The Spanish seemed perfectly healthy when they came to the Americas. The American Indians... well, they were pretty healthy too.  But the Spanish had been raised in cities that were poorly sanitised, and lived very close together, so they'd been exposed to a lot of germs. As a result, they were very healthy, with very robust immune systems. They had to be, to stay alive.
The American Indians, on the other hand, were not nearly so close together, and they had a lot more room to be clean in, so there wasn't nearly as much bacteria/virus around them. Thy too were healthy, but didn't have the immune systems to handle what the immune systems of the Spanish dealt with on a daily basis.

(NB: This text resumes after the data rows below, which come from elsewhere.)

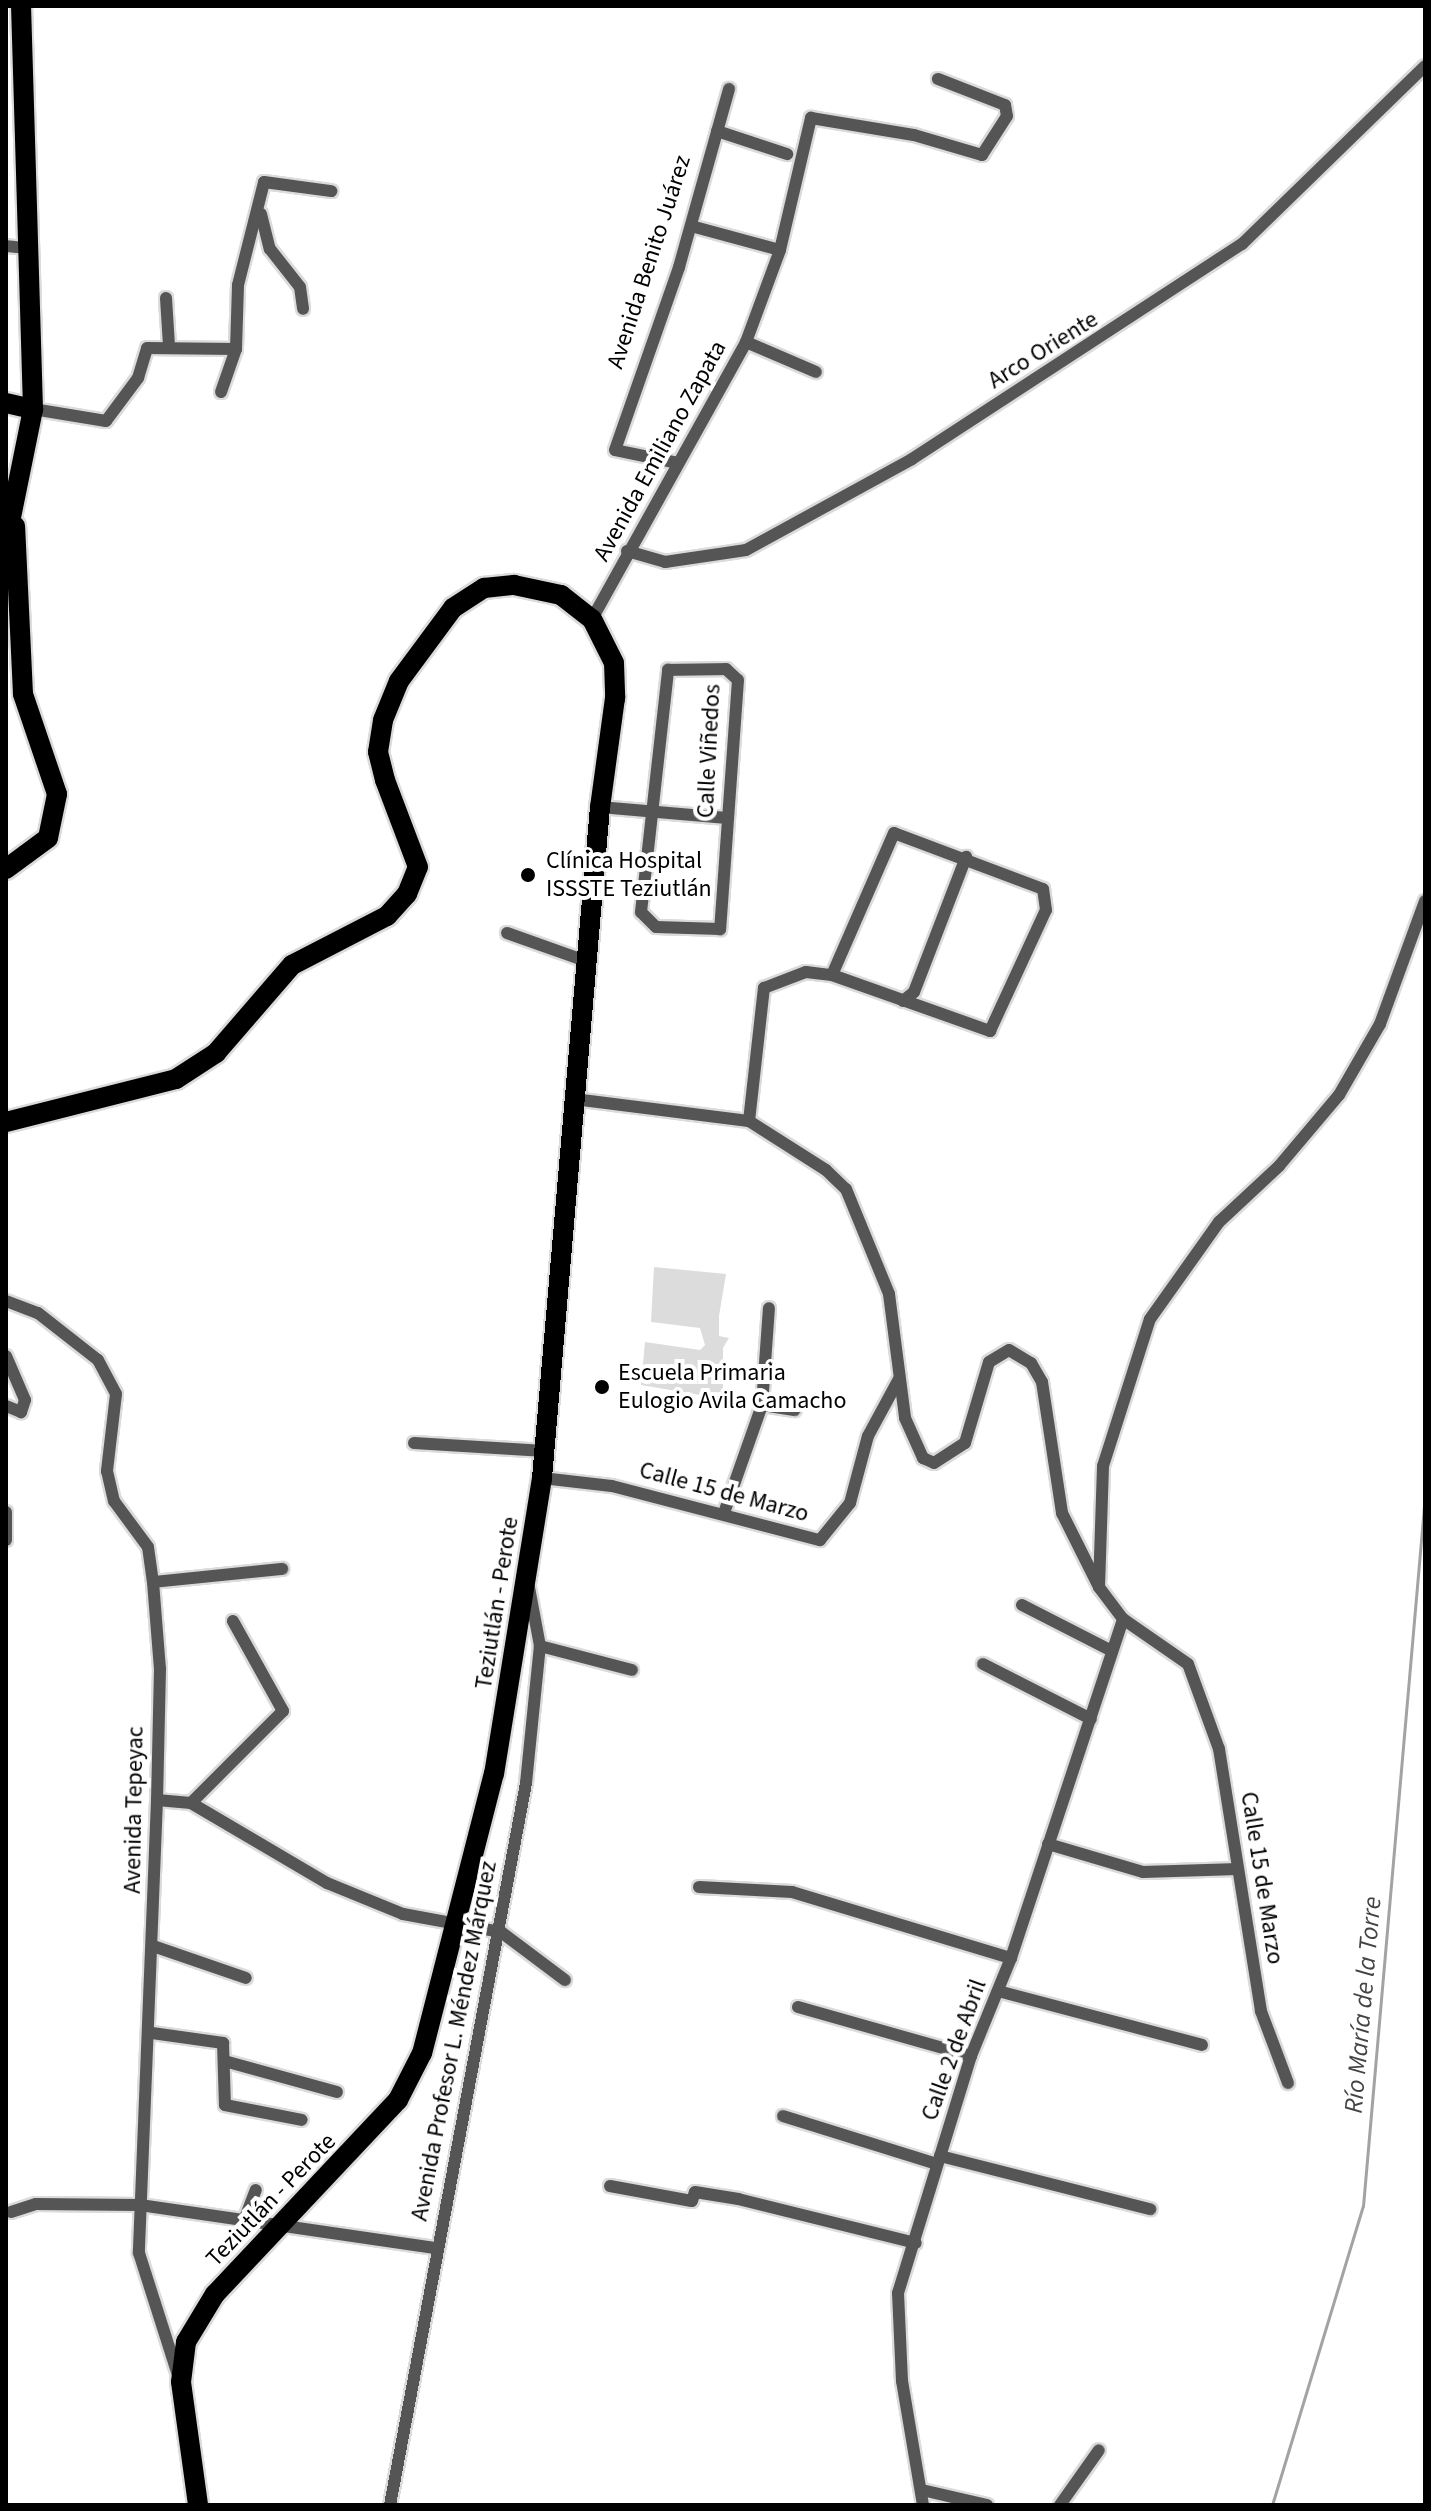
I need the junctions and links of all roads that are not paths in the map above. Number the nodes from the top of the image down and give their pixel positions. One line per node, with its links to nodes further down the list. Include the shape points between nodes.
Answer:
1 (21, 6): 5 (main road)
2 (1425, 66): 25 (street, Arco Oriente, via 1242,244 912,459 746,550 665,562)
3 (938, 79): 12 (street, Avenida Emiliano Zapata, via 996,100 1007,116 982,155 914,135 811,118)
4 (729, 89): 6 (street, Avenida Benito Juárez)
5 (14, 104): 11 (main road)
6 (717, 131): 7 (street); 10 (street, Avenida Benito Juárez)
7 (787, 154)
8 (331, 191): 9 (street, via 264,182)
9 (261, 207): 14 (street, via 270,249 300,287); 17 (street, via 238,285)
10 (691, 226): 12 (street); 22 (street, Avenida Benito Juárez, via 615,450)
11 (16, 247): 21 (main road)
12 (780, 250): 15 (street, Avenida Emiliano Zapata)
13 (166, 298): 16 (street)
14 (303, 309)
15 (746, 342): 18 (street); 22 (street, Avenida Emiliano Zapata)
16 (169, 346): 17 (street); 21 (street, via 147,348 138,378 106,421)
17 (236, 349): 19 (street)
18 (816, 372)
19 (221, 392)
20 (6, 403): 21 (main road)
21 (33, 409): 23 (main road)
22 (678, 463): 25 (street, Avenida Emiliano Zapata)
23 (15, 522): 24 (main road); 31 (main road, via 23,694 57,794 48,838)
24 (6, 542)
25 (627, 551): 26 (street, Avenida Emiliano Zapata)
26 (592, 619): 27 (main road, Teziutlán - Perote, via 614,663); 39 (main road, via 561,595 514,585 484,588 453,608 399,681 383,720 378,752 418,867 407,894 387,916 292,965 216,1053 176,1079)
27 (600, 807): 28 (street); 34 (main road, Teziutlán - Perote)
28 (651, 814): 29 (street); 29 (street, Calle Viñedos, via 641,912 646,923 720,929); 29 (street, Calle Viñedos, via 668,670 734,672)
29 (727, 818)
30 (966, 857): 35 (street, via 894,833); 36 (street, via 914,992); 36 (street, via 1043,889 1046,910 997,1026 981,1032)
31 (6, 869)
32 (1425, 901): 56 (street, via 1380,1024 1339,1095 1279,1166 1219,1222 1150,1319 1103,1466)
33 (507, 933): 34 (street)
34 (586, 961): 37 (main road, Teziutlán - Perote)
35 (832, 975): 36 (street); 38 (street, via 806,972 764,988)
36 (903, 1001)
37 (574, 1099): 38 (street); 48 (main road, Teziutlán - Perote)
38 (749, 1121): 43 (street, via 846,1189 889,1294)
39 (6, 1122)
40 (6, 1301): 54 (street, Avenida Tepeyac, via 38,1313 98,1360 116,1394 107,1471 114,1501 148,1547)
41 (769, 1308): 44 (street)
42 (6, 1356): 45 (street, via 25,1400 21,1412)
43 (899, 1379): 51 (street, Calle 15 de Marzo, via 868,1436 850,1503 820,1540); 56 (street, Calle 15 de Marzo, via 905,1418 923,1458 934,1463 965,1443 989,1362 1009,1350 1031,1363 1042,1382 1062,1513)
44 (762, 1405): 46 (street); 51 (street)
45 (6, 1406)
46 (795, 1410)
47 (414, 1443): 48 (street)
48 (545, 1451): 49 (main road, Teziutlán - Perote)
49 (542, 1478): 51 (street, Calle 15 de Marzo, via 612,1486); 55 (main road, Teziutlán - Perote)
50 (6, 1512): 52 (street)
51 (724, 1513)
52 (6, 1540)
53 (282, 1569): 54 (street)
54 (153, 1582): 65 (street, Avenida Tepeyac, via 160,1669)
55 (529, 1585): 60 (street, Avenida Profesor L. Méndez Márquez); 70 (main road, Teziutlán - Perote, via 494,1773)
56 (1099, 1587): 58 (street, Calle 15 de Marzo)
57 (1022, 1605): 61 (street)
58 (1123, 1619): 61 (street, Calle 2 de Abril); 68 (street, Calle 15 de Marzo, via 1188,1664 1219,1749)
59 (233, 1621): 66 (street, via 283,1711)
60 (540, 1646): 63 (street); 71 (street, Avenida Profesor L. Méndez Márquez)
61 (1112, 1651): 64 (street, Calle 2 de Abril)
62 (983, 1664): 64 (street)
63 (632, 1670)
64 (1091, 1719): 67 (street, Calle 2 de Abril)
65 (157, 1800): 66 (street); 72 (street, Avenida Tepeyac)
66 (191, 1803): 70 (street, via 327,1883 403,1914)
67 (1048, 1844): 68 (street, via 1143,1872); 73 (street, Calle 2 de Abril)
68 (1238, 1869): 82 (street, Calle 15 de Marzo, via 1261,2011)
69 (699, 1887): 73 (street, via 792,1892)
70 (453, 1922): 71 (street); 93 (main road, Teziutlán - Perote, via 422,2053 398,2100)
71 (501, 1932): 75 (street); 95 (street, Avenida Profesor L. Méndez Márquez)
72 (153, 1946): 74 (street); 78 (street, Avenida Tepeyac)
73 (1011, 1958): 76 (street, Calle 2 de Abril)
74 (246, 1978)
75 (565, 1980)
76 (998, 1991): 79 (street); 80 (street, Calle 2 de Abril)
77 (798, 2007): 80 (street)
78 (152, 2033): 81 (street, via 223,2043); 89 (street, Avenida Tepeyac)
79 (1202, 2045)
80 (971, 2056): 86 (street, Calle 2 de Abril)
81 (228, 2062): 83 (street); 85 (street, via 225,2105)
82 (1288, 2083)
83 (337, 2092)
84 (783, 2116): 86 (street)
85 (302, 2120)
86 (938, 2160): 90 (street); 94 (street, Calle 2 de Abril)
87 (610, 2186): 94 (street, via 692,2201 695,2192 738,2199)
88 (256, 2190): 92 (street)
89 (140, 2205): 91 (street, via 36,2204); 92 (street); 96 (street, Avenida Tepeyac, via 139,2253)
90 (1150, 2209)
91 (11, 2212)
92 (245, 2218): 93 (street)
93 (284, 2223): 95 (street); 96 (main road, Teziutlán - Perote, via 195,2323)
94 (916, 2243): 98 (street, Calle 2 de Abril, via 898,2293 897,2323)
95 (435, 2248): 100 (street, Avenida Profesor L. Méndez Márquez)
96 (181, 2382): 99 (main road, Teziutlán - Perote)
97 (1099, 2450): 103 (street)
98 (922, 2490): 101 (street, Calle 2 de Abril); 102 (street)
99 (198, 2505)
100 (390, 2505)
101 (923, 2505)
102 (987, 2505)
103 (1060, 2505)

Thus, when the two parties met, the germs that barely bothered the Spanish infected the American Indians and wiped out a good many of them.
Replace "Spanish" with "Chickens" in the above story, and "American Indians" with "Quail" and you'll have a pretty similar experience. Chickens have been factory-farmed and barned in unsanitary, damp conditions for many years. The ones that survived had healthy chicks with very strong immune systems that could carry a lot of diseases.
EDT: Of course, if you keep a small, closed, NPIP flock of chickens in sanitary conditions, and the quail also in sanitary conditions, you're not going to have nearly as many problems as someone who brings in chickens from everywhere, has a large flock, and/or has lax standards of cleanliness.